Our team is building an internal assistant for our Cloud Technology stack. We have thousands of pages of proprietary documentation that changes weekly. Should we go with a RAG approach to ensure the model always sees the latest docs, or is fine-tuning better for understanding the complex relationships between our microservices?
3 answers
For technical documentation that changes weekly, RAG is the clear winner. Fine-tuning a model every week would be an absolute nightmare in terms of compute costs and version control. With a retrieval setup, you just need a script that updates your vector index whenever a document is edited. This ensures that when an engineer asks about a new API parameter released yesterday, the model actually finds that specific line in the docs. Fine-tuning is really only necessary if the model struggles to understand your specific coding syntax or internal jargon.
Brenda makes a strong case for retrieval, but what if the documentation is highly fragmented? Can RAG actually connect the dots between five different files to solve a complex architectural problem?

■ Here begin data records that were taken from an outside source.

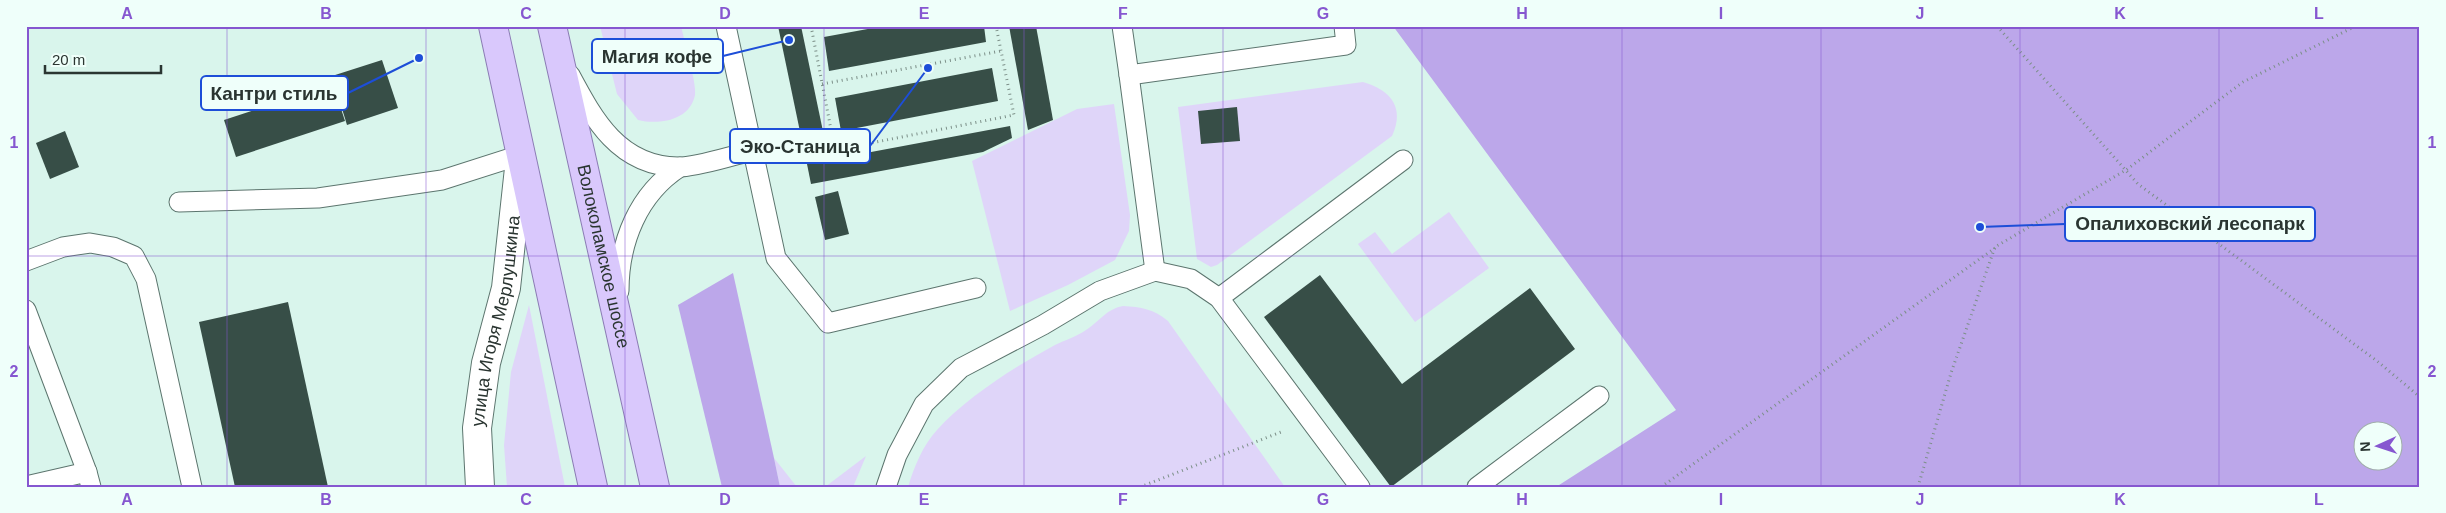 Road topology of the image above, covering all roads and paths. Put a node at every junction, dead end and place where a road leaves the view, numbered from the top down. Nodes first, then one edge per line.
1 (493, 26) edge
2 (726, 26) edge
3 (811, 26) edge
4 (996, 26) edge
5 (1122, 26) edge
6 (1344, 26) edge
7 (1997, 26) edge
8 (2356, 26) edge
9 (554, 38) edge
10 (1001, 51) junction
11 (1129, 75) junction
12 (822, 84) junction
13 (835, 150) junction
14 (520, 155) junction
15 (755, 159) junction
16 (1402, 160) dead end
17 (680, 167) junction
18 (2126, 170) junction
19 (179, 202) dead end
20 (1995, 247) junction
21 (26, 261) edge
22 (1155, 271) junction
23 (976, 288) dead end
24 (1219, 298) junction
25 (26, 310) edge
26 (619, 325) junction
27 (1599, 396) dead end
28 (2420, 398) edge
29 (1310, 421) junction
30 (89, 480) edge
31 (26, 486) edge
32 (192, 487) edge
33 (480, 487) edge
34 (593, 487) edge
35 (654, 487) edge
36 (886, 487) edge
37 (1140, 487) edge
38 (1360, 487) edge
39 (1477, 487) edge
40 (1661, 487) edge
41 (1918, 487) edge

1 - 14 main road
2 - 15 lane
3 - 12 path
4 - 10 path
5 - 11 lane
6 - 11 lane
7 - 18 path
8 - 18 path
9 - 17 lane
9 - 26 main road, Волоколамское шоссе
10 - 12 path
10 - 13 path
11 - 22 lane
12 - 13 path
13 - 15 path
14 - 19 lane
14 - 33 street, улица Игоря Мерлушкина
14 - 34 main road
15 - 17 lane
15 - 23 lane
16 - 24 lane
17 - 26 lane
18 - 20 path
18 - 28 path
20 - 40 path
20 - 41 path
21 - 32 lane
22 - 24 lane
22 - 36 lane
24 - 29 lane
25 - 30 lane
26 - 35 main road, Волоколамское шоссе
27 - 39 lane
29 - 37 path
29 - 38 lane
30 - 31 lane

We tried both and found that a hybrid approach worked best. We fine-tuned for our specific nomenclature and used RAG for the actual factual retrieval of data.

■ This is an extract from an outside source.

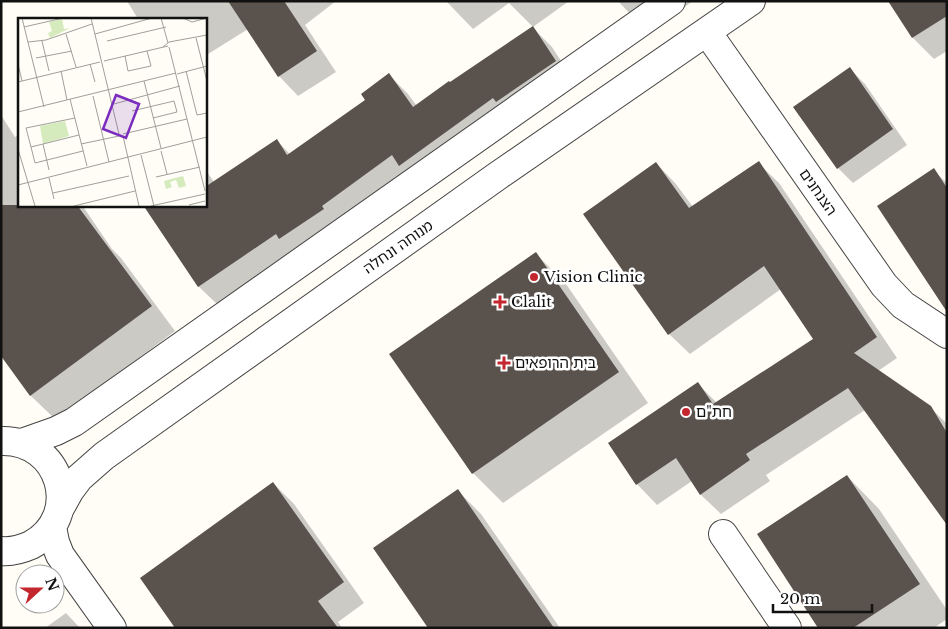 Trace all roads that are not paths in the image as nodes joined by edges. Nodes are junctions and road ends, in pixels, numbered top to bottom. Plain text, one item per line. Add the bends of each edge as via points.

I’ve heard many companies are moving to that hybrid model, Katherine. It gives you the "vibe" and language of your company with the surgical accuracy of a search engine.
Ronald, that's where "Agentic RAG" comes in. Instead of a simple search, you use an agent that can perform multiple searches and synthesize the findings. For complex cloud architectures, the agent might look up the load balancer config first, then the security group rules, and finally the VPC peering docs. It mimics how a human architect would jump between different tabs in a browser. It’s a bit more complex to build, but it solves the fragmentation issue effectively for specialized cloud environments.